Selections from Ancient Irish Poetry/King and Hermit

Selections from Ancient Irish Poetry
translated by Kuno Meyer
King and Hermit
3534225Selections from Ancient Irish Poetry — King and HermitKuno Meyer

KING AND HERMIT

Marvan, brother of King Guare of Connaught in the seventh century, had renounced the life of a warrior-prince for that of a hermit.

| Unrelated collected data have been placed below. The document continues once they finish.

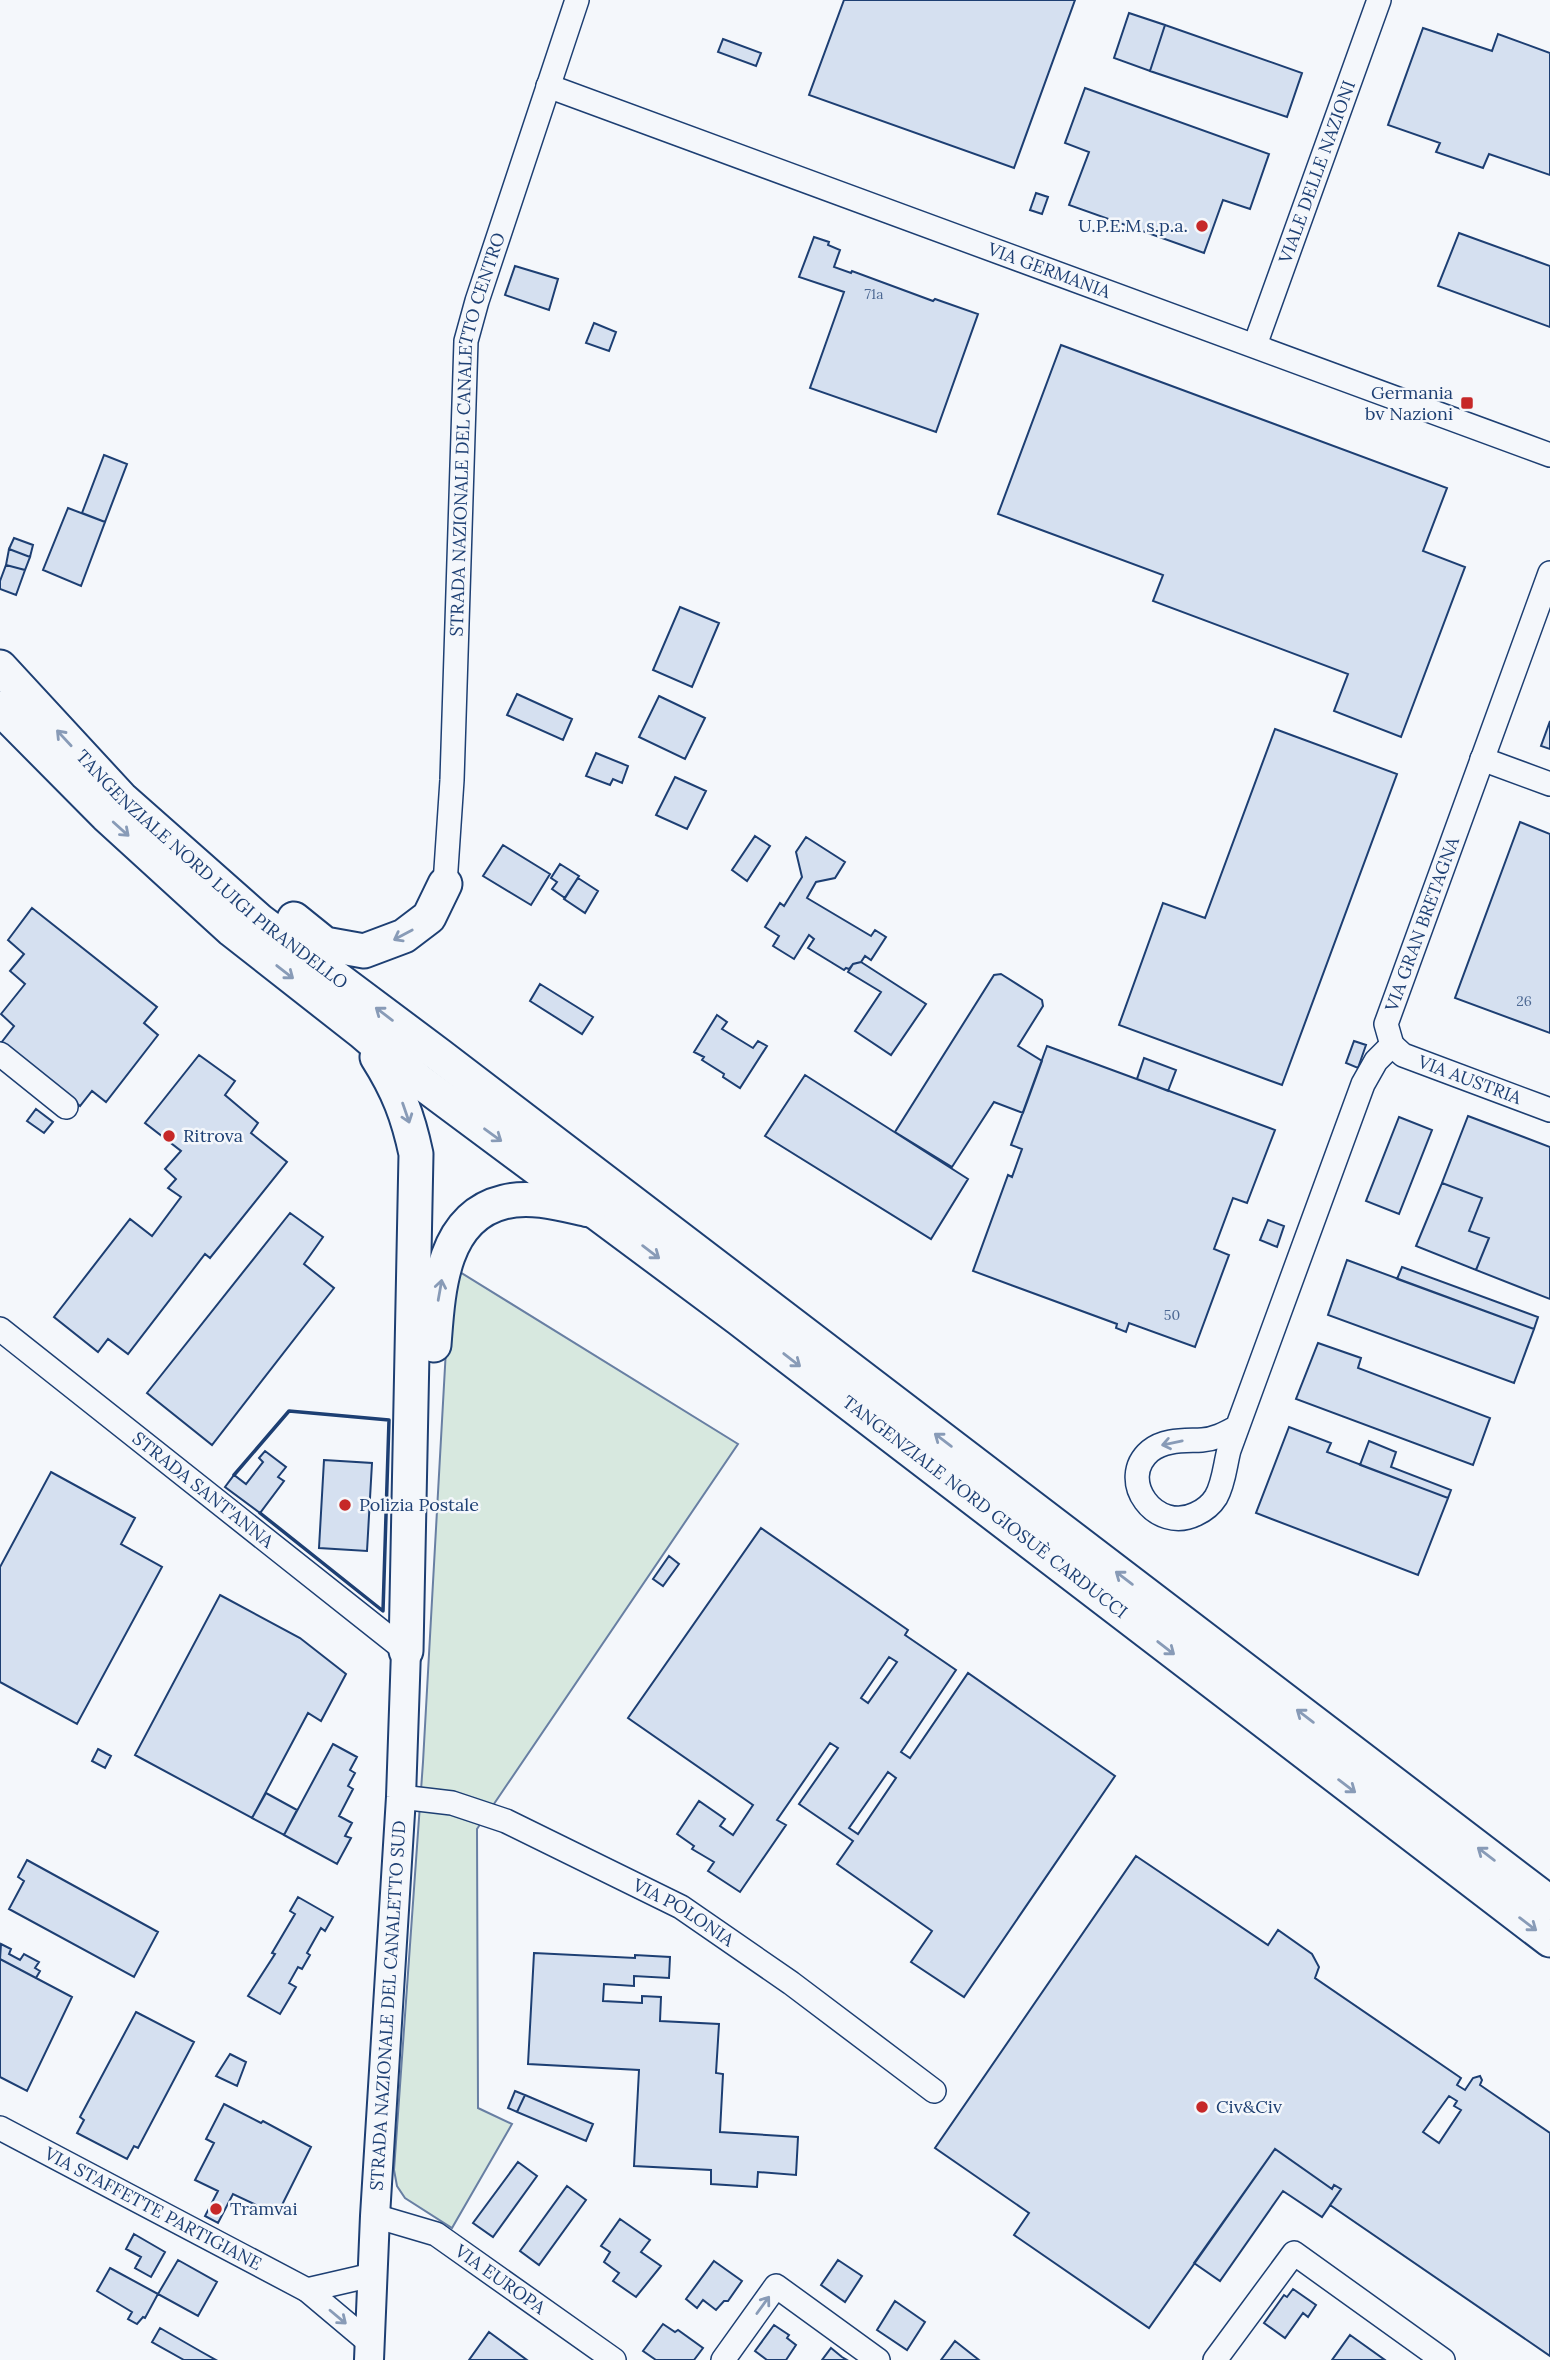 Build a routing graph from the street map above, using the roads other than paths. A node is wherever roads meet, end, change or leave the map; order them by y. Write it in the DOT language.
graph roads {
  1 [pos="577,0"];
  2 [pos="1380,0"];
  3 [pos="548,86"];
  4 [pos="1255,345"];
  5 [pos="1550,455"];
  6 [pos="1550,573"];
  7 [pos="0,667"];
  8 [pos="0,708"];
  9 [pos="1482,759"];
  10 [pos="1550,784"];
  11 [pos="180,850"];
  12 [pos="445,884"];
  13 [pos="362,1032"];
  14 [pos="1392,1045"];
  15 [pos="0,1054"];
  16 [pos="439,1055"];
  17 [pos="418,1080"];
  18 [pos="66,1107"];
  19 [pos="1550,1110"];
  20 [pos="596,1211"];
  21 [pos="0,1329"];
  22 [pos="1237,1427"];
  23 [pos="407,1651"];
  24 [pos="401,1797"];
  25 [pos="1550,1903"];
  26 [pos="1550,1940"];
  27 [pos="934,2091"];
  28 [pos="0,2128"];
  29 [pos="375,2216"];
  30 [pos="372,2275"];
  31 [pos="307,2290"];
  32 [pos="369,2351"];
  33 [pos="1415,2352"];
  34 [pos="614,2360"];
  35 [pos="723,2360"];
  36 [pos="878,2360"];
  37 [pos="1215,2360"];
  38 [pos="1443,2360"];
  1 -- 3 [label="street, STRADA NAZIONALE DEL CANALETTO CENTRO"];
  2 -- 4 [label="street, VIALE DELLE NAZIONI"];
  3 -- 4 [label="street, VIA GERMANIA"];
  3 -- 12 [label="street, STRADA NAZIONALE DEL CANALETTO CENTRO"];
  4 -- 5 [label="street, VIA GERMANIA"];
  6 -- 9 [label="street, VIA GRAN BRETAGNA"];
  11 -- 7 [label="highway, TANGENZIALE NORD LUIGI PIRANDELLO, one-way"];
  8 -- 13 [label="highway, TANGENZIALE NORD LUIGI PIRANDELLO, one-way"];
  9 -- 10 [label="street"];
  9 -- 14 [label="street, VIA GRAN BRETAGNA"];
  12 -- 11 [label="highway, one-way"];
  16 -- 11 [label="highway, TANGENZIALE NORD LUIGI PIRANDELLO, one-way"];
  13 -- 17 [label="highway, TANGENZIALE NORD LUIGI PIRANDELLO"];
  13 -- 23 [label="highway, one-way"];
  14 -- 19 [label="street, VIA AUSTRIA"];
  14 -- 22 [label="street"];
  15 -- 18 [label="street"];
  25 -- 16 [label="highway, TANGENZIALE NORD GIOSUÈ CARDUCCI, one-way"];
  17 -- 20 [label="highway, TANGENZIALE NORD GIOSUÈ CARDUCCI, one-way"];
  23 -- 20 [label="highway, one-way"];
  20 -- 26 [label="highway, TANGENZIALE NORD GIOSUÈ CARDUCCI, one-way"];
  21 -- 23 [label="street, STRADA SANT'ANNA"];
  22 -- 22 [label="street, one-way"];
  23 -- 24 [label="main road, STRADA NAZIONALE DEL CANALETTO SUD"];
  24 -- 27 [label="street, VIA POLONIA"];
  24 -- 29 [label="main road, STRADA NAZIONALE DEL CANALETTO SUD"];
  28 -- 31 [label="street, VIA STAFFETTE PARTIGIANE"];
  29 -- 30 [label="main road, STRADA NAZIONALE DEL CANALETTO SUD"];
  29 -- 34 [label="street, VIA EUROPA"];
  30 -- 31 [label="street"];
  30 -- 32 [label="main road, STRADA NAZIONALE DEL CANALETTO SUD"];
  31 -- 32 [label="street, VIA STAFFETTE PARTIGIANE, one-way"];
  33 -- 37 [label="street"];
  33 -- 38 [label="street"];
  35 -- 36 [label="street, one-way"];
}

The king endeavoured to persuade his brother to return to his court, when the following colloquy took place between them.

Guare

Why, hermit Marvan, sleepest thou not
Upon a feather quilt?
Why rather sleepest thou abroad
Upon a pitchpine floor?

Marvan

I have a shieling in the wood,
None knows it save my God:
An ash-tree on the hither side, a hazel-bush beyond,
A huge old tree encompasses it.

Two heath-clad doorposts for support,
And a lintel of honeysuckle:
The forest around its narrowness sheds
Its mast upon fat swine.

The size of my shieling tiny, not too tiny,
Many are its familiar paths:
From its gable a sweet strain sings
A she-bird in her cloak of the ousel's hue.

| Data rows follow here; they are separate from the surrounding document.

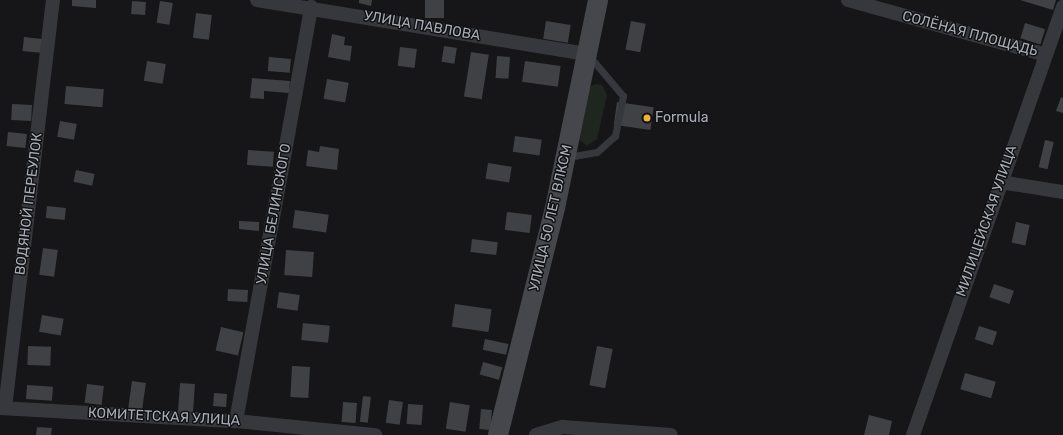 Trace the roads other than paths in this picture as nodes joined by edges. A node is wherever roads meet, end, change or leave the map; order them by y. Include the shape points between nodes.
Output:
1 (53, 0) edge
2 (257, 0) edge
3 (598, 0) edge
4 (848, 0) edge
5 (311, 7) junction
6 (1063, 7) edge
7 (587, 54) junction
8 (1046, 55) junction
9 (566, 158) junction
10 (1000, 182) junction
11 (1063, 192) edge
12 (2, 408) edge
13 (236, 422) junction
14 (375, 435) edge
15 (498, 435) edge
16 (536, 435) edge
17 (670, 435) edge
18 (913, 435) edge

1 - 12 street, ВОДЯНОЙ ПЕРЕУЛОК
2 - 5 street, УЛИЦА ПАВЛОВА
3 - 7 main road, УЛИЦА 50 ЛЕТ ВЛКСМ
4 - 8 street, СОЛЁНАЯ ПЛОЩАДЬ
5 - 7 street, УЛИЦА ПАВЛОВА
5 - 13 street, УЛИЦА БЕЛИНСКОГО
6 - 8 street, МИЛИЦЕЙСКАЯ УЛИЦА
7 - 9 main road, УЛИЦА 50 ЛЕТ ВЛКСМ
7 - 9 lane via 623,96 615,136 597,152
8 - 10 street, МИЛИЦЕЙСКАЯ УЛИЦА
9 - 15 main road, УЛИЦА 50 ЛЕТ ВЛКСМ
10 - 11 street
10 - 18 street, МИЛИЦЕЙСКАЯ УЛИЦА
12 - 13 street, КОМИТЕТСКАЯ УЛИЦА
13 - 14 street, КОМИТЕТСКАЯ УЛИЦА
16 - 17 street via 563,427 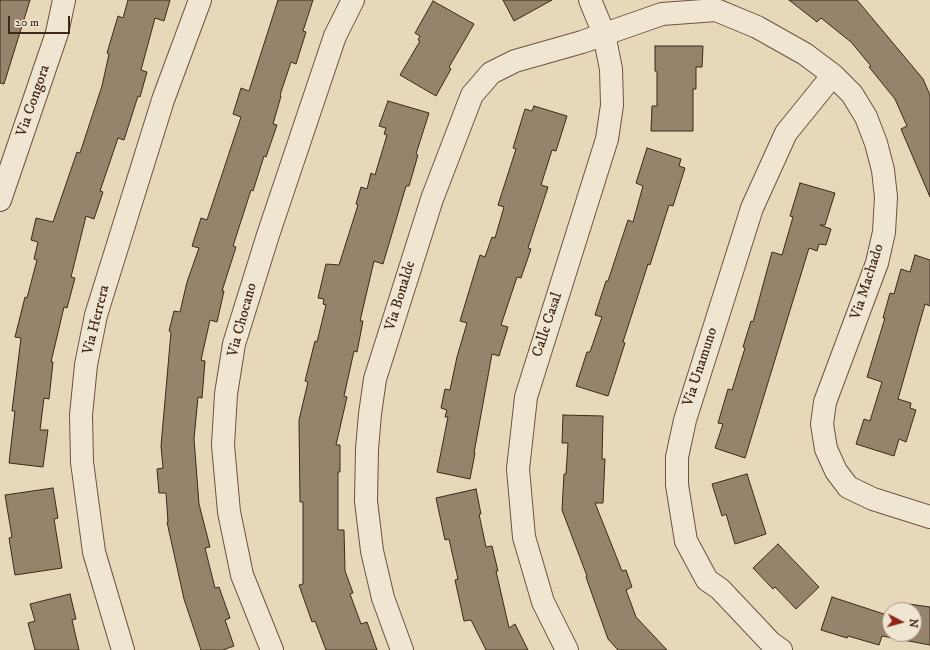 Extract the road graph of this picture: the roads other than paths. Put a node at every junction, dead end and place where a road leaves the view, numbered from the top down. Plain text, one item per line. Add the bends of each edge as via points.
1 (64, 0) edge
2 (200, 0) edge
3 (353, 0) edge
4 (590, 0) edge
5 (717, 5) edge
6 (604, 34) junction
7 (833, 75) junction
8 (0, 200) edge
9 (930, 516) edge
10 (123, 650) edge
11 (272, 650) edge
12 (402, 650) edge
13 (567, 650) edge
14 (781, 650) edge

1 - 8 street, Via Congora via 57,33
2 - 10 street, Via Herrera via 163,100 96,315 86,365 81,415 82,462 94,552
3 - 11 street, Via Chocano via 335,36 268,235 234,344 226,394 223,445 229,512 242,575
4 - 6 street, Calle Casal
5 - 6 street, Via Machado via 662,14
5 - 7 street, Via Machado via 805,54
6 - 12 street, Via Bonalde via 515,61 491,72 472,95 432,199 375,379 367,449 366,501 372,551 383,598
6 - 13 street, Calle Casal via 611,69 612,105 607,140 526,397 518,469 524,537 543,602
7 - 9 street, Via Machado via 852,94 866,117 883,170 886,197 884,232 877,263 826,402 822,424 826,449 836,471 848,487 873,499
7 - 14 street, Via Unamuno via 786,133 752,208 684,420 678,457 677,485 686,541 707,580 720,589 771,643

The stags of Oakridge leap
Into the river of clear banks:
Thence red Roiny can be seen,
Glorious Muckraw and Moinmoy.[1]

A hiding mane of green-barked yew
Supports the sky:
Beautiful spot! the large green of an oak
Fronting the storm.


A tree of apples—great its bounty!
Like a hostel, vast!
A pretty bush, thick as a fist, of tiny hazel
nuts,
A green mass of branches.

A choice pure spring and princely water
To drink:
There spring watercresses, yew-berries,
Ivy-bushes thick as a man.

Around it tame swine lie down.
Goats, pigs,
Wild swine, grazing deer,
A badger's brood.

A peaceful troop, a heavy host of denizens of the
soil,
A-trysting at my house:
To meet them foxes come,
How delightful!

Fairest princes come to my house,
A ready gathering:
Pure water, perennial bushes,
Salmon, trout.

A bush of rowan, black sloes,
Dusky blackthorns,
Plenty of food, acorns, pure berries,
Bare flags.

A clutch of eggs, honey, delicious mast,
God has sent it:
Sweet apples, red whortleberries,
And blaeberries.


Ale with herbs, a dish of strawberries
Of good taste and colour,
Haws, berries of the juniper,
Sloes, nuts.

A cup with mead of hazel-nut, blue-bells,
Quick-growing rushes,
Dun oaklets, manes of briar,
Goodly sweet tangle.

When brilliant summer-time spreads its coloured
mantle,
Sweet-tasting fragrance!
Pignuts, wild marjoram, green leeks,
Verdant pureness!

The music of the bright red-breasted men,
A lovely movement!
The strain of the thrush, familiar cuckoos
Above my house.

Swarms of bees and chafers, the little musicians of
the world,
A gentle chorus:
Wild geese and ducks, shortly before summer's
end,
The music of the dark torrent.

An active songster, a lively wren
From the hazel-bough,
Beautiful hooded birds, woodpeckers,
A vast multitude!

Fair white birds come, herons, seagulls,
The cuckoo sings between—
No mournful music! dun heathpoults
Out of the russet heather.


The lowing of heifers in summer,
Brightest of seasons!
Not bitter, toilsome over the fertile plain,
Delightful, smooth!

The voice of the wind against the branchy wood
Upon the deep-blue sky:
Falls of the river, the note of the swan,
Delicious music!

The bravest band make cheer to me,
Who have not been hired:
In the eyes of Christ the ever-young I am no worse
off
Than thou art.

Though thou rejoicest in thy own pleasures,
Greater than any wealth;
I am grateful for what is given me
From my good Christ.

Without an hour of fighting, without the din of
strife
In my house,
Grateful to the Prince who giveth every good
To me in my shieling.

Guare

I would give my glorious kingship
With the share of my father's heritage—
To the hour of my death I would forfeit it
To be in thy company, my Marvan.

  1. Names of well-known plains.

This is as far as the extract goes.